**WHAT IS BEING ASKED**
Please copy each line in the records below that contains the string "CUAUHTÉMOC".

___ INPUT MATERIAL

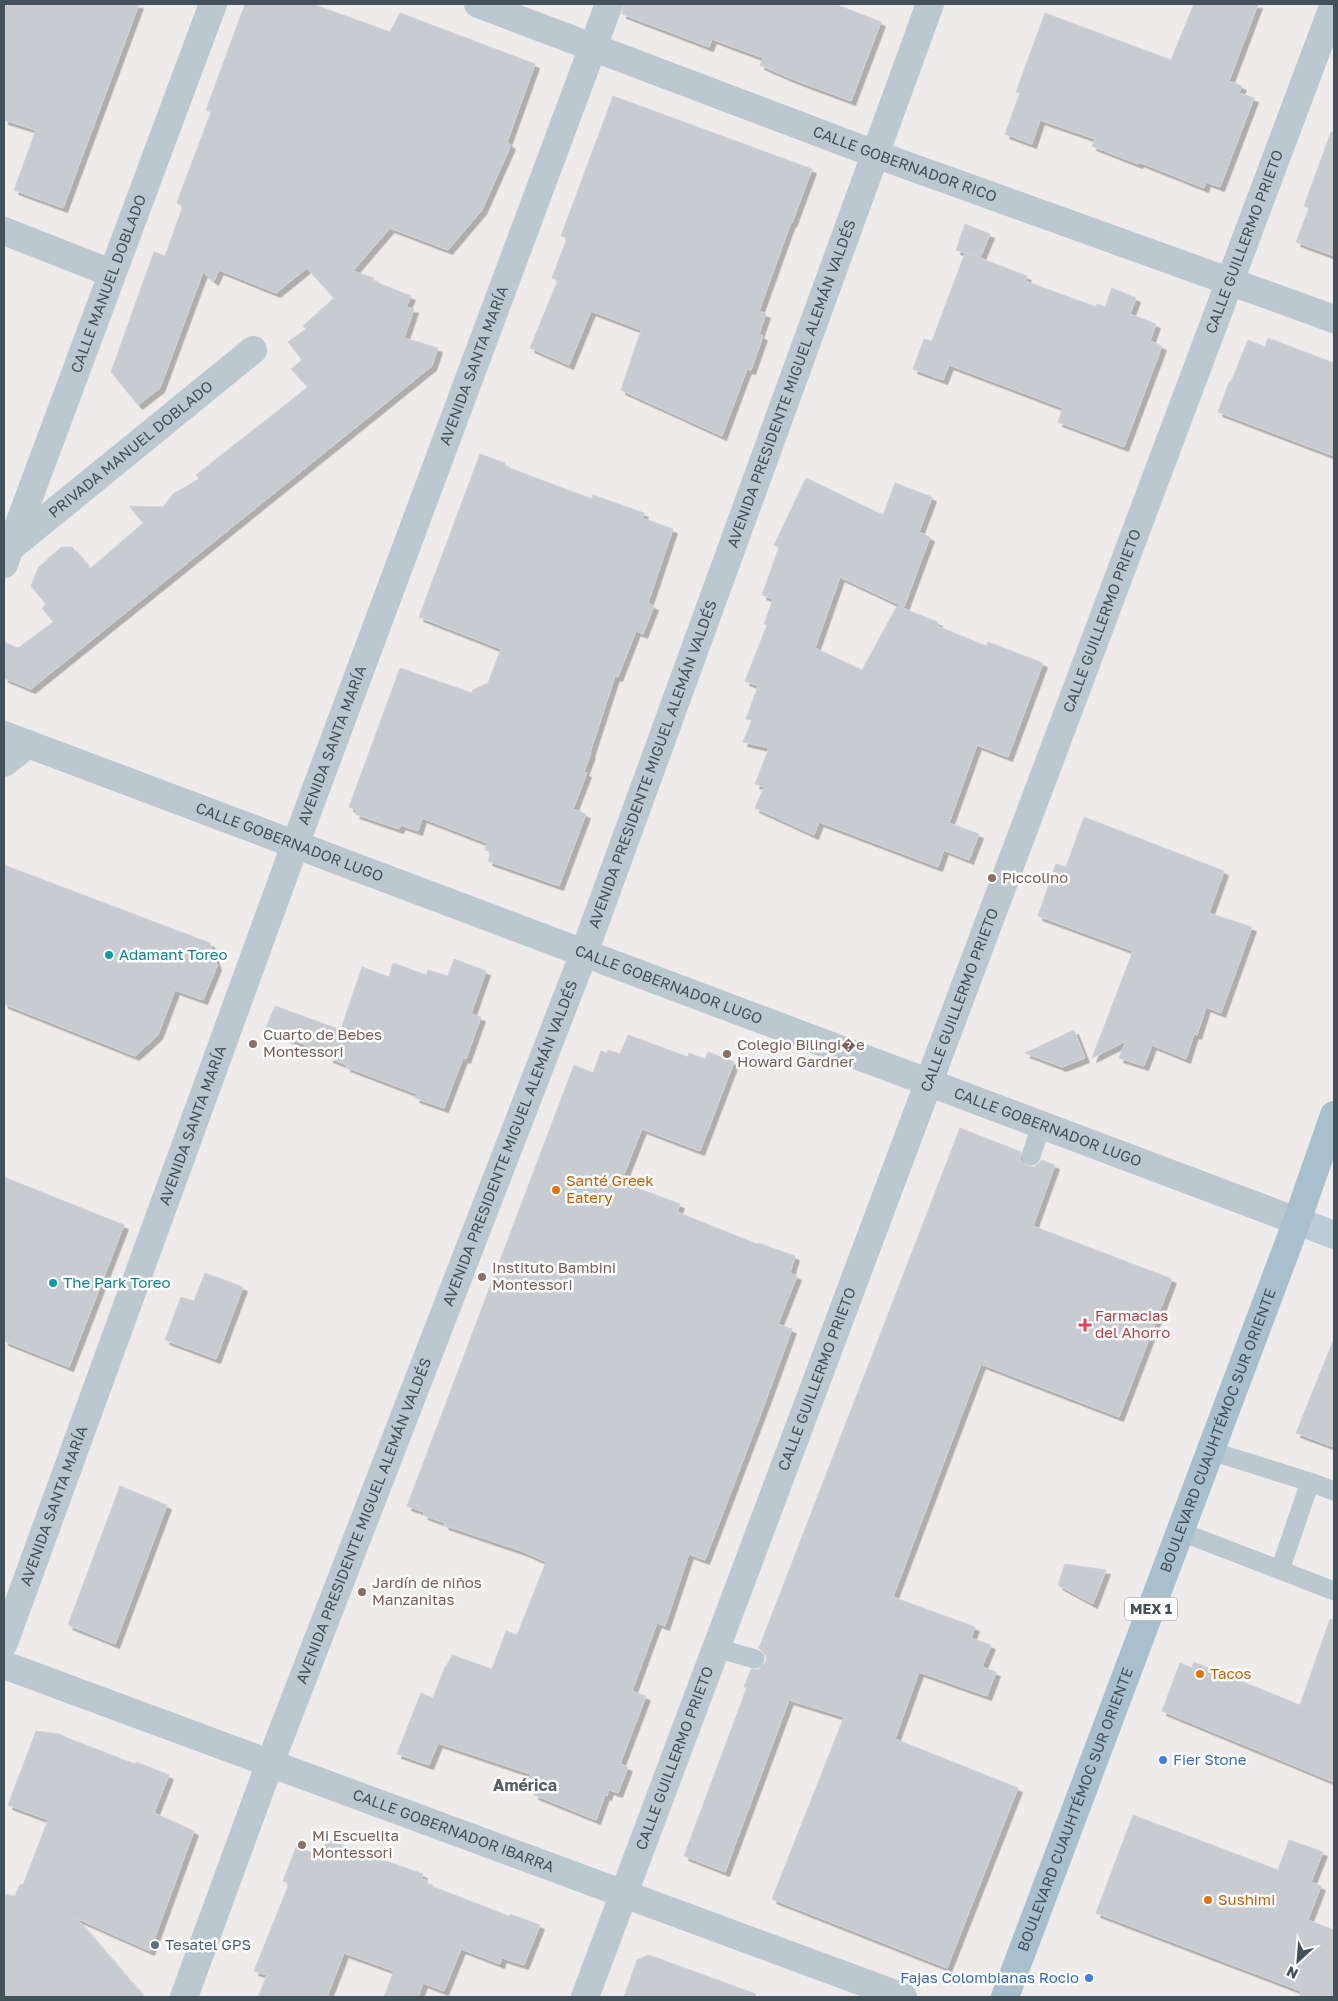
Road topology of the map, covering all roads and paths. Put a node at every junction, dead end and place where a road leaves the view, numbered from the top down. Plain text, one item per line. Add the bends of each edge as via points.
1 (213, 4) edge
2 (478, 4) edge
3 (609, 4) edge
4 (930, 4) edge
5 (1334, 4) edge
6 (593, 46) junction
7 (875, 154) junction
8 (4, 230) edge
9 (111, 273) junction
10 (1229, 281) junction
11 (1334, 319) edge
12 (253, 350) dead end
13 (6, 556) edge
14 (16, 740) edge
15 (4, 763) edge
16 (295, 845) junction
17 (584, 953) junction
18 (929, 1084) junction
19 (1334, 1116) edge
20 (1041, 1126) junction
21 (1030, 1156) dead end
22 (1297, 1221) junction
23 (1334, 1236) edge
24 (1211, 1451) junction
25 (1310, 1482) junction
26 (1334, 1491) edge
27 (1180, 1532) junction
28 (1280, 1570) junction
29 (1334, 1591) edge
30 (4, 1643) edge
31 (716, 1648) junction
32 (755, 1659) dead end
33 (4, 1665) edge
34 (270, 1763) junction
35 (624, 1894) junction
36 (184, 1997) edge
37 (585, 1997) edge
38 (903, 1997) edge
39 (1005, 1997) edge

1 - 9 street, CALLE MANUEL DOBLADO
2 - 6 street, CALLE GOBERNADOR RICO
3 - 6 street, AVENIDA SANTA MARÍA
4 - 7 street, AVENIDA PRESIDENTE MIGUEL ALEMÁN VALDÉS
5 - 10 street, CALLE GUILLERMO PRIETO
6 - 7 street, CALLE GOBERNADOR RICO
6 - 16 street, AVENIDA SANTA MARÍA
7 - 10 street, CALLE GOBERNADOR RICO
7 - 17 street, AVENIDA PRESIDENTE MIGUEL ALEMÁN VALDÉS
8 - 9 street
9 - 13 street, CALLE MANUEL DOBLADO
10 - 11 street, CALLE GOBERNADOR RICO
10 - 18 street, CALLE GUILLERMO PRIETO
12 - 13 street, PRIVADA MANUEL DOBLADO
14 - 15 street
14 - 16 street, CALLE GOBERNADOR LUGO
16 - 17 street, CALLE GOBERNADOR LUGO
16 - 30 street, AVENIDA SANTA MARÍA
17 - 18 street, CALLE GOBERNADOR LUGO
17 - 34 street, AVENIDA PRESIDENTE MIGUEL ALEMÁN VALDÉS
18 - 20 street, CALLE GOBERNADOR LUGO
18 - 31 street, CALLE GUILLERMO PRIETO
19 - 22 main road, BOULEVARD CUAUHTÉMOC SUR ORIENTE / MEX 1
20 - 21 lane
20 - 22 street, CALLE GOBERNADOR LUGO
22 - 23 main road, CALLE GOBERNADOR LUGO
22 - 24 main road, BOULEVARD CUAUHTÉMOC SUR ORIENTE / MEX 1
24 - 25 lane
24 - 27 main road, BOULEVARD CUAUHTÉMOC SUR ORIENTE / MEX 1
25 - 26 lane
25 - 28 lane
27 - 28 lane
27 - 39 main road, BOULEVARD CUAUHTÉMOC SUR ORIENTE / MEX 1
28 - 29 lane
31 - 32 lane
31 - 35 street, CALLE GUILLERMO PRIETO
33 - 34 street, CALLE GOBERNADOR IBARRA
34 - 35 street, CALLE GOBERNADOR IBARRA
34 - 36 street, AVENIDA PRESIDENTE MIGUEL ALEMÁN VALDÉS
35 - 37 street, CALLE GUILLERMO PRIETO
35 - 38 street, CALLE GOBERNADOR IBARRA

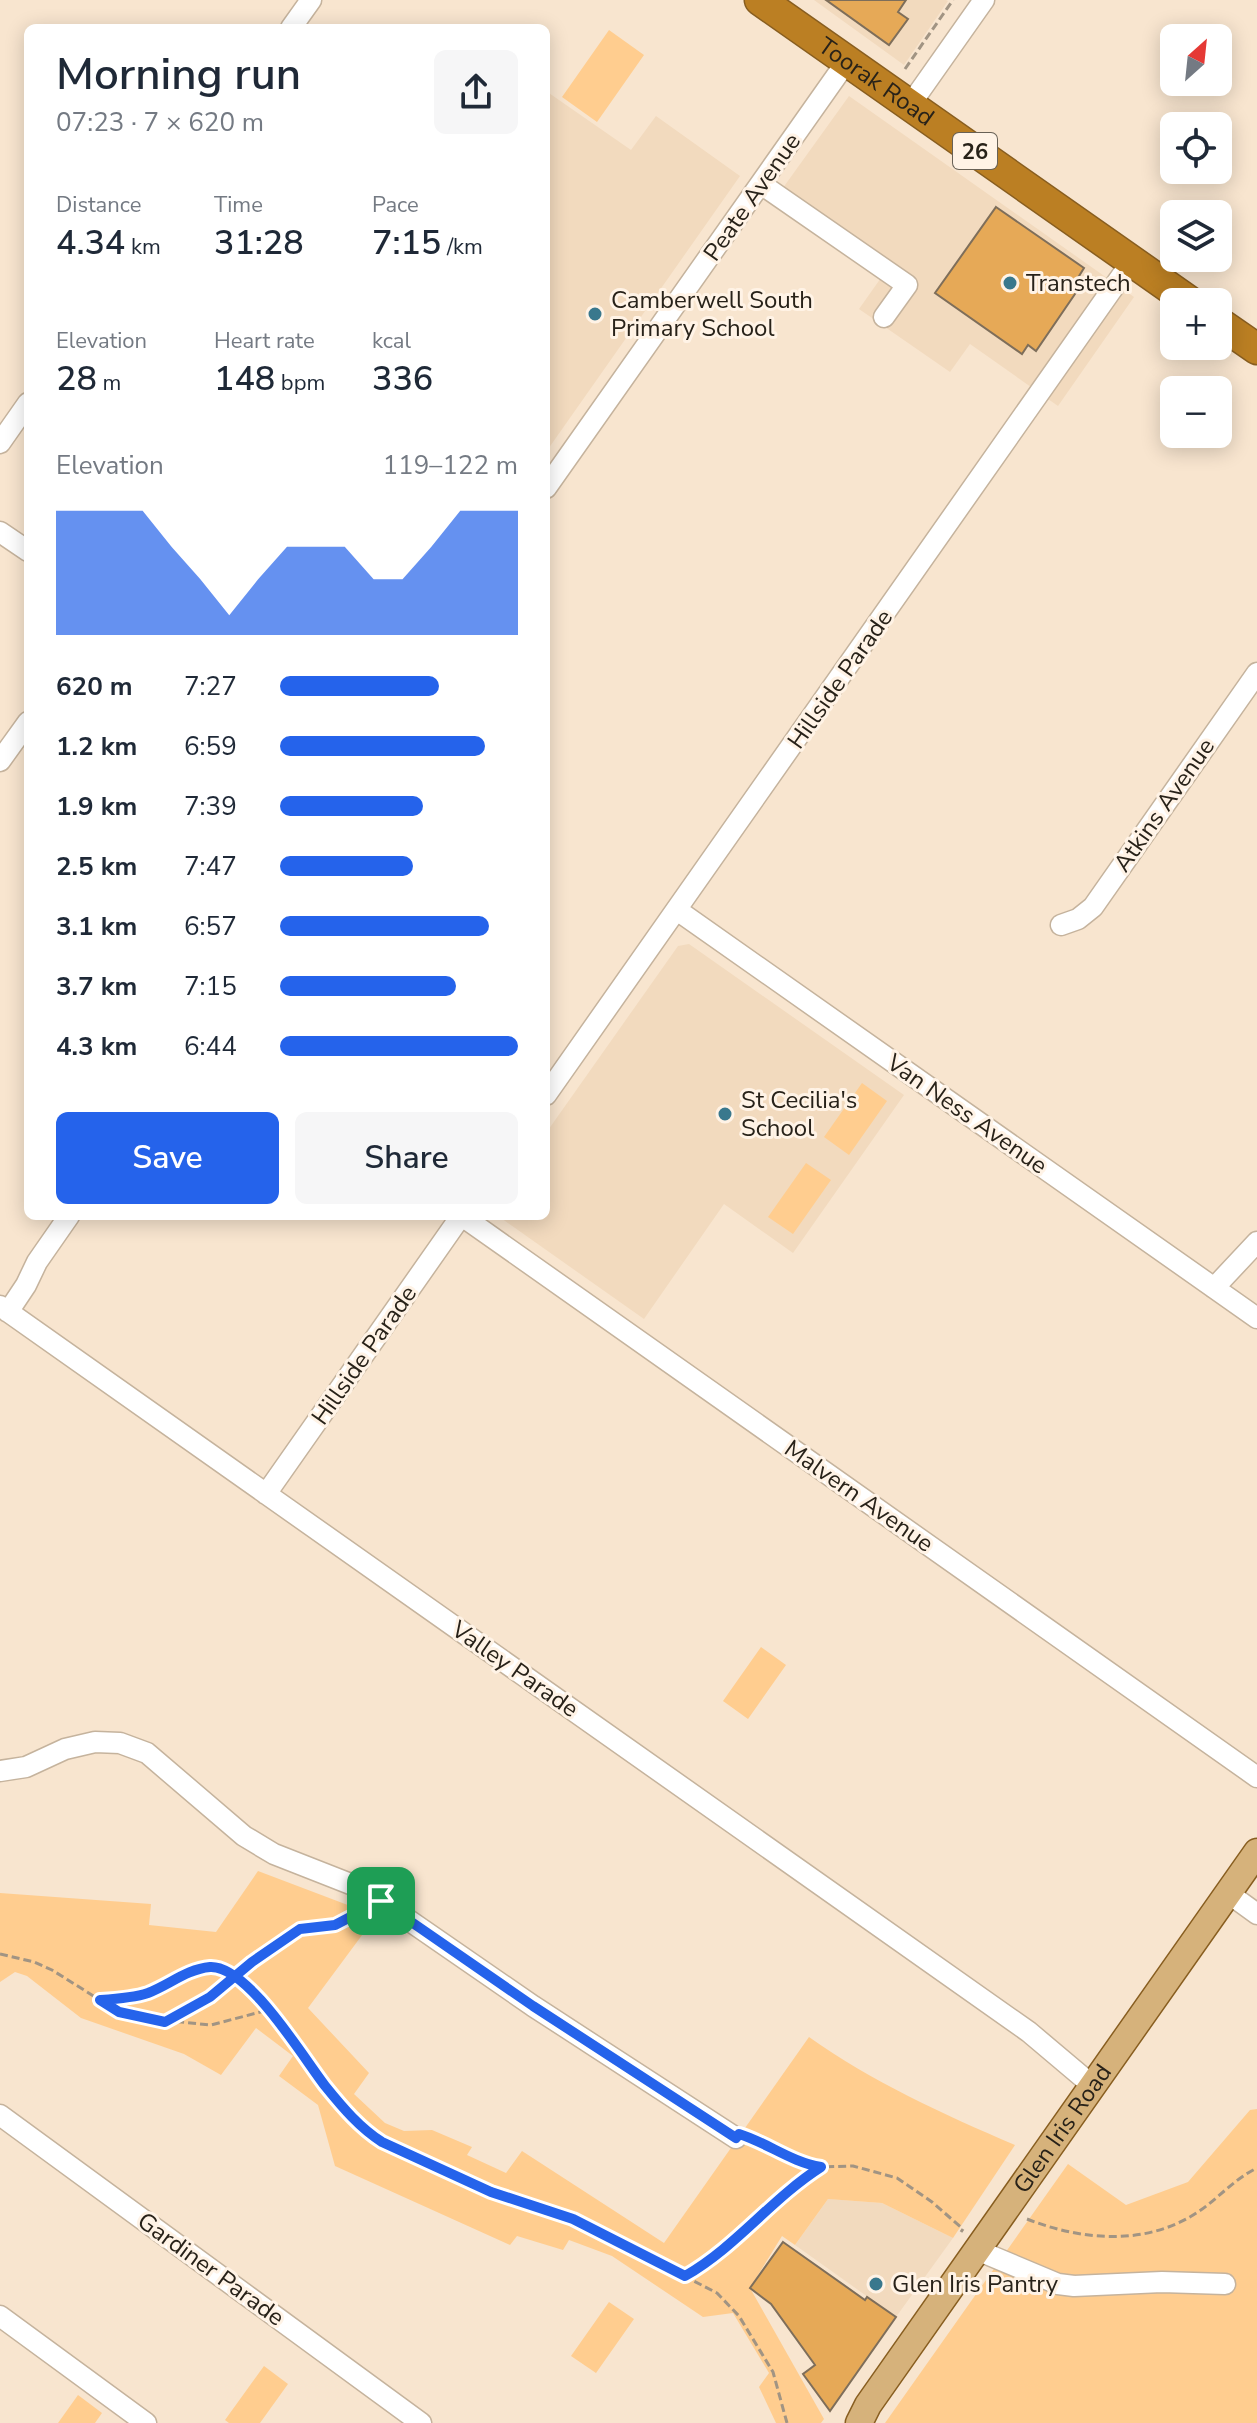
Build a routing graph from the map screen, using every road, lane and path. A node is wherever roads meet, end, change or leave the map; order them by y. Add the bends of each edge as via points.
1 (311, 0) edge
2 (760, 0) edge
3 (953, 0) edge
4 (984, 0) edge
5 (294, 24) edge
6 (847, 61) junction
7 (905, 69) dead end
8 (910, 105) junction
9 (761, 184) junction
10 (1132, 261) junction
11 (1170, 288) edge
12 (884, 317) dead end
13 (1232, 332) edge
14 (1257, 349) edge
15 (24, 409) edge
16 (0, 443) edge
17 (550, 482) edge
18 (0, 532) edge
19 (24, 548) edge
20 (1257, 673) edge
21 (24, 728) edge
22 (0, 761) edge
23 (677, 910) junction
24 (1061, 925) dead end
25 (550, 1089) edge
26 (66, 1220) edge
27 (458, 1220) edge
28 (467, 1220) edge
29 (1257, 1245) edge
30 (1222, 1293) junction
31 (3, 1306) edge
32 (1257, 1318) edge
33 (266, 1494) junction
34 (0, 1771) edge
35 (1257, 1777) edge
36 (1257, 1852) edge
37 (1228, 1893) junction
38 (381, 1901) junction
39 (1257, 1914) edge
40 (0, 1954) edge
41 (100, 2000) junction
42 (268, 2010) junction
43 (165, 2022) junction
44 (1098, 2078) junction
45 (0, 2115) edge
46 (736, 2138) joint
47 (821, 2167) junction
48 (1257, 2168) edge
49 (1027, 2219) dead end
50 (970, 2239) junction
51 (685, 2276) junction
52 (1225, 2284) dead end
53 (0, 2316) edge
54 (859, 2417) edge
55 (146, 2423) edge
56 (421, 2423) edge
57 (787, 2423) edge

1 - 5 street
2 - 6 highway, Toorak Road / 26
3 - 7 path
4 - 8 street
6 - 8 highway, Toorak Road / 26
6 - 9 street, Peate Avenue
8 - 10 highway, Toorak Road / 26
9 - 12 street via 907,285
9 - 17 street, Peate Avenue
10 - 11 highway, Toorak Road / 26
10 - 23 street, Hillside Parade
13 - 14 highway
15 - 16 street
18 - 19 street
20 - 24 street, Atkins Avenue via 1093,907
21 - 22 street
23 - 25 street, Hillside Parade
23 - 30 street, Van Ness Avenue
26 - 31 street via 26,1285
27 - 33 street, Hillside Parade
28 - 35 street, Malvern Avenue
29 - 30 street
30 - 32 street, Van Ness Avenue
31 - 33 street, Valley Parade
33 - 44 street, Valley Parade
34 - 38 street via 95,1742 132,1747 158,1761 263,1848
36 - 37 main road, Glen Iris Road
37 - 39 street
37 - 44 main road, Glen Iris Road
38 - 43 path, bridge via 335,1925 300,1929 223,1987
38 - 46 street
40 - 41 path via 34,1962
41 - 42 path via 151,1992 191,1971 216,1968 234,1974
41 - 43 path via 119,2012
42 - 43 path via 211,2025
42 - 51 path via 345,2110 374,2137 491,2192 583,2224
44 - 50 main road, Glen Iris Road
45 - 56 street, Gardiner Parade
46 - 47 path via 752,2138
47 - 50 path via 853,2166 897,2178 932,2202
47 - 51 path via 724,2251
48 - 49 path via 1195,2214 1146,2235 1081,2234
50 - 52 street via 1058,2284
50 - 54 main road, Glen Iris Road
51 - 57 path via 717,2293 739,2316 773,2372
53 - 55 street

______

**RESULT**
19 - 22 main road, BOULEVARD CUAUHTÉMOC SUR ORIENTE / MEX 1
22 - 24 main road, BOULEVARD CUAUHTÉMOC SUR ORIENTE / MEX 1
24 - 27 main road, BOULEVARD CUAUHTÉMOC SUR ORIENTE / MEX 1
27 - 39 main road, BOULEVARD CUAUHTÉMOC SUR ORIENTE / MEX 1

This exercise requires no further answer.